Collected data
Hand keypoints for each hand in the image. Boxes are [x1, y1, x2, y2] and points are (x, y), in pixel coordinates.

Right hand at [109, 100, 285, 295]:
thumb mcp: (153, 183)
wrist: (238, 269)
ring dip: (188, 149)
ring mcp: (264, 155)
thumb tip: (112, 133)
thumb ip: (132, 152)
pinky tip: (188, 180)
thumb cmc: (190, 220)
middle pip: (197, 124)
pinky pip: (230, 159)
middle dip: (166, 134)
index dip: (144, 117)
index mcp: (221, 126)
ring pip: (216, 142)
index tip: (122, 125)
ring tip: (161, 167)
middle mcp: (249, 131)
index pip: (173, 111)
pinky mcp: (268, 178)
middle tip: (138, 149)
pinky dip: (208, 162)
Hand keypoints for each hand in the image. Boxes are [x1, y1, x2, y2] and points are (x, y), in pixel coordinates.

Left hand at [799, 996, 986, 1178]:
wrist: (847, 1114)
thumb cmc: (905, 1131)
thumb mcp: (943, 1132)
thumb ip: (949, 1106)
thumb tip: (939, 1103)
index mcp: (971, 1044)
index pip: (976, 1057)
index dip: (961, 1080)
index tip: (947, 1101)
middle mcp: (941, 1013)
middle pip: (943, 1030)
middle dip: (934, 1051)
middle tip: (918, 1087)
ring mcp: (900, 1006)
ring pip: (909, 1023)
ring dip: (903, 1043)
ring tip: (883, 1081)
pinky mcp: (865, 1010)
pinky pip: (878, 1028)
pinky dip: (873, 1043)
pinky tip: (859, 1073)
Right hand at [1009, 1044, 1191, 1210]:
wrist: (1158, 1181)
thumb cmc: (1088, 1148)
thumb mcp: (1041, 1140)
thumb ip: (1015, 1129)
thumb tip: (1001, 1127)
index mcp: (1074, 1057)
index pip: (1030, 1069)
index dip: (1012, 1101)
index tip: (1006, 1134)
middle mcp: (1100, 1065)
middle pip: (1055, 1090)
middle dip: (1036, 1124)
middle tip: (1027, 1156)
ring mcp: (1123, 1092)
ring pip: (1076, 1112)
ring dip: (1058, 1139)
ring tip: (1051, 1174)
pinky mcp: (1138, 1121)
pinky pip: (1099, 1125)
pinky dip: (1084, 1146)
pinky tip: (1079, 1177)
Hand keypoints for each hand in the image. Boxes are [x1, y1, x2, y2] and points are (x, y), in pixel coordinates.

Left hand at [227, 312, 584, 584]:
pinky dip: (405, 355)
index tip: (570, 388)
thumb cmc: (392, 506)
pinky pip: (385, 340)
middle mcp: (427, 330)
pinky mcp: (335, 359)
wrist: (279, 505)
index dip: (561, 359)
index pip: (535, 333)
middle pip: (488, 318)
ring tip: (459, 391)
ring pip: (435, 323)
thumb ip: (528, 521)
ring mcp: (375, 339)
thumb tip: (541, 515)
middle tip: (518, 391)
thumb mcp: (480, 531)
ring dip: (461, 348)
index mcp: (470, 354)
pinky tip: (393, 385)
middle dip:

[TASK REQUIREMENTS] What you give back should be only the lines of the records above, starting at the line with "middle pip: (1055, 1090)" and ending at the line with "pinky dip: (405, 355)", restated word for word.

[TASK RESULT]
middle pip: (1055, 1090)
middle dip: (1036, 1124)
middle tip: (1027, 1156)
ring mcp: (1123, 1092)
ring pip: (1076, 1112)
ring dip: (1058, 1139)
ring tip: (1051, 1174)
pinky mcp: (1138, 1121)
pinky pip: (1099, 1125)
pinky dip: (1084, 1146)
pinky tip: (1079, 1177)
Hand keypoints for each hand in the image. Boxes are [x1, y1, x2, y2] and points are (x, y), in pixel coordinates.

Left hand at [227, 312, 584, 584]:
pinky dip: (405, 355)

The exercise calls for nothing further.